TorchSpatiotemporal / tsl

tsl: a PyTorch library for processing spatiotemporal data.
https://torch-spatiotemporal.readthedocs.io/
MIT License
236 stars 22 forks source link

Is the definition of connectivity in the AirQuality dataset wrong? #29

Closed javiersgjavi closed 9 months ago

javiersgjavi commented 9 months ago

As far as I understand reading Table 5 of Appendix B from the original GRIN article, this dataset has the structure of an undirected graph with 2699 edges.

However, I have executed the following code in a Jupyter Notebook:

from tsl.datasets import AirQuality

x = AirQuality()
index, weight = x.get_connectivity()
print(index.shape, weight.shape)

And I saw the this output: (2, 66661) (66661,)

I don't understand well how this shape is possible in the edge index. First I thought that maybe you have already provided an implementation of this dataset as a directed graph, but shouldn't the shape be as much as 2*undirected_edges?

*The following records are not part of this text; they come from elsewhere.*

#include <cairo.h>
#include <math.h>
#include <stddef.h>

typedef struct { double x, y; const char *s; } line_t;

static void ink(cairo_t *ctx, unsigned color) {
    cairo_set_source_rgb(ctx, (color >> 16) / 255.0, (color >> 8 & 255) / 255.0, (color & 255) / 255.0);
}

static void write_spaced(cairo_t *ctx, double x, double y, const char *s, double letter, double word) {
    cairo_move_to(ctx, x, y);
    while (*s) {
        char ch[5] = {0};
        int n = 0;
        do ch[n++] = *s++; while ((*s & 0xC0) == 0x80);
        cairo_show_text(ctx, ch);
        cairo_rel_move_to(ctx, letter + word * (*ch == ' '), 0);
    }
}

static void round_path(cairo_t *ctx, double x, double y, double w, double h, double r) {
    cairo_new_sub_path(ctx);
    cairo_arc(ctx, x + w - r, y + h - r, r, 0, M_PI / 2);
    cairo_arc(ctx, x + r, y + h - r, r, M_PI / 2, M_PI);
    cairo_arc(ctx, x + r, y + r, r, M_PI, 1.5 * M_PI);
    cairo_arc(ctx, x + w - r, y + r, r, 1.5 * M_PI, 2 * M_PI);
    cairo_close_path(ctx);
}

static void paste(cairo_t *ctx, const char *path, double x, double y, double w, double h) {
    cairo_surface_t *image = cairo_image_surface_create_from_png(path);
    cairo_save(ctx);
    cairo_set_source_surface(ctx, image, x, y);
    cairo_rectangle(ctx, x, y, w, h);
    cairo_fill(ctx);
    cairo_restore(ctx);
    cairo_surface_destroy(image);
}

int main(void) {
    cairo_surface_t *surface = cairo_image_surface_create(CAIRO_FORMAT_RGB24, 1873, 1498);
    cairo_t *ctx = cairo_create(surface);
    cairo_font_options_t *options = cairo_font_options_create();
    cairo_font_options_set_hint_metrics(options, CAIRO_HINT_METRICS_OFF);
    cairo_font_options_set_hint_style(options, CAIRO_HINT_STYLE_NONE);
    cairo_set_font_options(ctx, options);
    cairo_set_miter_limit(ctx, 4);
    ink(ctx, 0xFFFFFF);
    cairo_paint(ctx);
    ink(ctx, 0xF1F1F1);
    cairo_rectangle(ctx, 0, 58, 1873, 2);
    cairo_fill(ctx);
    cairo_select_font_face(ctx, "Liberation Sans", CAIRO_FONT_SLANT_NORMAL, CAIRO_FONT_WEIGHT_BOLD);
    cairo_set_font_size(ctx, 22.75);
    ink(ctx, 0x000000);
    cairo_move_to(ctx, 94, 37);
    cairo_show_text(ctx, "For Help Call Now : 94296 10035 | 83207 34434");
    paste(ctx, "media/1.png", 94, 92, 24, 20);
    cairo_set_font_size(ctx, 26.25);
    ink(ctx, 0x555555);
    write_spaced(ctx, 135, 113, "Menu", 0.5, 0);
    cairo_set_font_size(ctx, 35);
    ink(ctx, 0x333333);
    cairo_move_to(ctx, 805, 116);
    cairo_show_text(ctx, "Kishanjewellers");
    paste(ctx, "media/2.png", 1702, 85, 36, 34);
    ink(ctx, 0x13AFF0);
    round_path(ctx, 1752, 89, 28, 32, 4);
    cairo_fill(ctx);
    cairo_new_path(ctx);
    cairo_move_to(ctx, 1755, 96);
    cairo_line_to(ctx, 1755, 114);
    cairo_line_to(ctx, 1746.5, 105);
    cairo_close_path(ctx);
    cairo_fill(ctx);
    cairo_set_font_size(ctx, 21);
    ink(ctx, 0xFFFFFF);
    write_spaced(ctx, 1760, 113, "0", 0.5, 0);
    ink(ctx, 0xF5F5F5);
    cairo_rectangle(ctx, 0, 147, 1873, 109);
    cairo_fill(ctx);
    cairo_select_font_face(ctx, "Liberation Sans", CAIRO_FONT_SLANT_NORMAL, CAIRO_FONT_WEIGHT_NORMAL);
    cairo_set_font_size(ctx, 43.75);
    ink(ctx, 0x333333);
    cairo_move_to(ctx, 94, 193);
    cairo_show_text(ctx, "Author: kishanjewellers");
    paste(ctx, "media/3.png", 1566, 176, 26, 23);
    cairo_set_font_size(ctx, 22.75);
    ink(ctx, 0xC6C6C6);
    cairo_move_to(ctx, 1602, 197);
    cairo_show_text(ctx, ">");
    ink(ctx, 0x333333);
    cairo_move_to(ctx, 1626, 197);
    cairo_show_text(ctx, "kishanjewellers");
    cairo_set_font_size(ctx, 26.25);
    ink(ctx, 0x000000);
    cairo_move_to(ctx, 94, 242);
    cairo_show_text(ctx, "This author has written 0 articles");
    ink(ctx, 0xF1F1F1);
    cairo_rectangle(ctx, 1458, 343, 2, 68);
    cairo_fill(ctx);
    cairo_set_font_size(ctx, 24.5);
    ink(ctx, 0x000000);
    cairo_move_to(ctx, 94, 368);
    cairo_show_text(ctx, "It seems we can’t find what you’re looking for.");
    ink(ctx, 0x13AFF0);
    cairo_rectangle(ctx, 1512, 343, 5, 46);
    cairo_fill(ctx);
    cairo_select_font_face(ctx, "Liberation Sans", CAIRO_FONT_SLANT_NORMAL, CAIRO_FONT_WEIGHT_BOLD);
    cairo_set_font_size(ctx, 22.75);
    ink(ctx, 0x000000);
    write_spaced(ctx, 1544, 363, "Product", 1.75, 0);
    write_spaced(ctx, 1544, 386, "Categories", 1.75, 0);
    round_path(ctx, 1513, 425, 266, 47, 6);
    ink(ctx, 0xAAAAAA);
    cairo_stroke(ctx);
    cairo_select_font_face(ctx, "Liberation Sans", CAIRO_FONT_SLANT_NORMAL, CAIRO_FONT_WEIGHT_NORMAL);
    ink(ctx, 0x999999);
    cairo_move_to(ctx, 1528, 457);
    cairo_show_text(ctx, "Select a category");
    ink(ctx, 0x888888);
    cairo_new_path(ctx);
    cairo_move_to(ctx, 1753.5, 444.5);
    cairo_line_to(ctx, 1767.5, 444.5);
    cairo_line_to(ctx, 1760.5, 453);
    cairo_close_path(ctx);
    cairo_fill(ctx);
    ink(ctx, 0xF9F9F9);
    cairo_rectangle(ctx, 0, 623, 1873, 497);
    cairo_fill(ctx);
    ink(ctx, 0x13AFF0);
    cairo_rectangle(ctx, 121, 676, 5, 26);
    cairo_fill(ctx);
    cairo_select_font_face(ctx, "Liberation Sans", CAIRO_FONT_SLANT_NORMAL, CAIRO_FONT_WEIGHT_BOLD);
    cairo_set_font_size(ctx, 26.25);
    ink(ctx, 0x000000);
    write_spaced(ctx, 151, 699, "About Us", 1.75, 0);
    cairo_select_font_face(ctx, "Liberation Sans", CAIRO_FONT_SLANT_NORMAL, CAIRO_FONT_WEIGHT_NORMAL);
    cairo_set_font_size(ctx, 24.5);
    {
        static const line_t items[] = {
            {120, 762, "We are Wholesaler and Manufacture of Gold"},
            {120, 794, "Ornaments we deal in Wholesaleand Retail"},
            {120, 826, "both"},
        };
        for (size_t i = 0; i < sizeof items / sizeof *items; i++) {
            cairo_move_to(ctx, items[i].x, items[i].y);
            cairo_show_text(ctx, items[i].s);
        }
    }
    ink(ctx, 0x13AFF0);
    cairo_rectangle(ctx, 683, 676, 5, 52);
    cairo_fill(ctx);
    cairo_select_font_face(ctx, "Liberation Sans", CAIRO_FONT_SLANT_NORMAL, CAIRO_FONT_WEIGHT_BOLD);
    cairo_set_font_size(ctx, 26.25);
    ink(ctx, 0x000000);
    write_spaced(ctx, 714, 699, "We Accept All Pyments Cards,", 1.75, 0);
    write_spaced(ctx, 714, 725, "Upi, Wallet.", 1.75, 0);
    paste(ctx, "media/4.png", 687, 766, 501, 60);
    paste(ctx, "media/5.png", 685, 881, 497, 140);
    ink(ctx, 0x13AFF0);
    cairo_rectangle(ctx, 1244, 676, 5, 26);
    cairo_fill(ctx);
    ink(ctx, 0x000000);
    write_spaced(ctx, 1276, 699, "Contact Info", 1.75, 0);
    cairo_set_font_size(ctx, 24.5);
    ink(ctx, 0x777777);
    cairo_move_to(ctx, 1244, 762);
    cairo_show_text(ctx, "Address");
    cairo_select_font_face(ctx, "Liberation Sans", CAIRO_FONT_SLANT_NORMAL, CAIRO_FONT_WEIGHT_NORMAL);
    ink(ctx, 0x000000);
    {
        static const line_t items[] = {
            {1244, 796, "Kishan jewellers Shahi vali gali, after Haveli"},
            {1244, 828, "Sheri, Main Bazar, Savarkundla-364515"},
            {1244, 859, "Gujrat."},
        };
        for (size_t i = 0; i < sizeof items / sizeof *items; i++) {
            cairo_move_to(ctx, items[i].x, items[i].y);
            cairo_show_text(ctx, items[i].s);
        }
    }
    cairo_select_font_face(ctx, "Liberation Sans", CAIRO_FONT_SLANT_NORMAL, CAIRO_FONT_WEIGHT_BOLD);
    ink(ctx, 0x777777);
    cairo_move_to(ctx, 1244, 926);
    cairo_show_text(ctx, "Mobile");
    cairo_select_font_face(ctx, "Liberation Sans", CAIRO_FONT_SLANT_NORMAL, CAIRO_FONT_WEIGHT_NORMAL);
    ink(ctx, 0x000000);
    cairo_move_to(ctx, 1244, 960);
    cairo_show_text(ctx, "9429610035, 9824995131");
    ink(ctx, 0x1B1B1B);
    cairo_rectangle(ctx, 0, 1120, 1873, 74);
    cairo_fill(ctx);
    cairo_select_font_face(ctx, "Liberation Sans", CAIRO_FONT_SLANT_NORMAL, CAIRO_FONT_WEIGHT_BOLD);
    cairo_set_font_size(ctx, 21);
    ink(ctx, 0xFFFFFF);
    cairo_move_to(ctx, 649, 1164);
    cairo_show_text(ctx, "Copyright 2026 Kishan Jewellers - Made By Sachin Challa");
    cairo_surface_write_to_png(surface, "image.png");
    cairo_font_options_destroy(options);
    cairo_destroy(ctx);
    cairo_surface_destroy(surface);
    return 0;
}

marshka commented 9 months ago

The get_connectivity() method is inherited from the tsl.datasets.prototypes.Dataset class and is not overridden in any of the datasets in tsl. We chose to do so in order to have the flexibility of using different adjacency matrices than those in the literature.

Under the hood, this function calls get_similarity(), which returns an N-by-N matrix with pairwise similarity scores (the higher, the more similar). Once this affinity matrix is obtained, it is post-processed and returned as a (weighted) adjacency matrix. If no parameters are specified when calling get_connectivity(), basically no post-processing is done.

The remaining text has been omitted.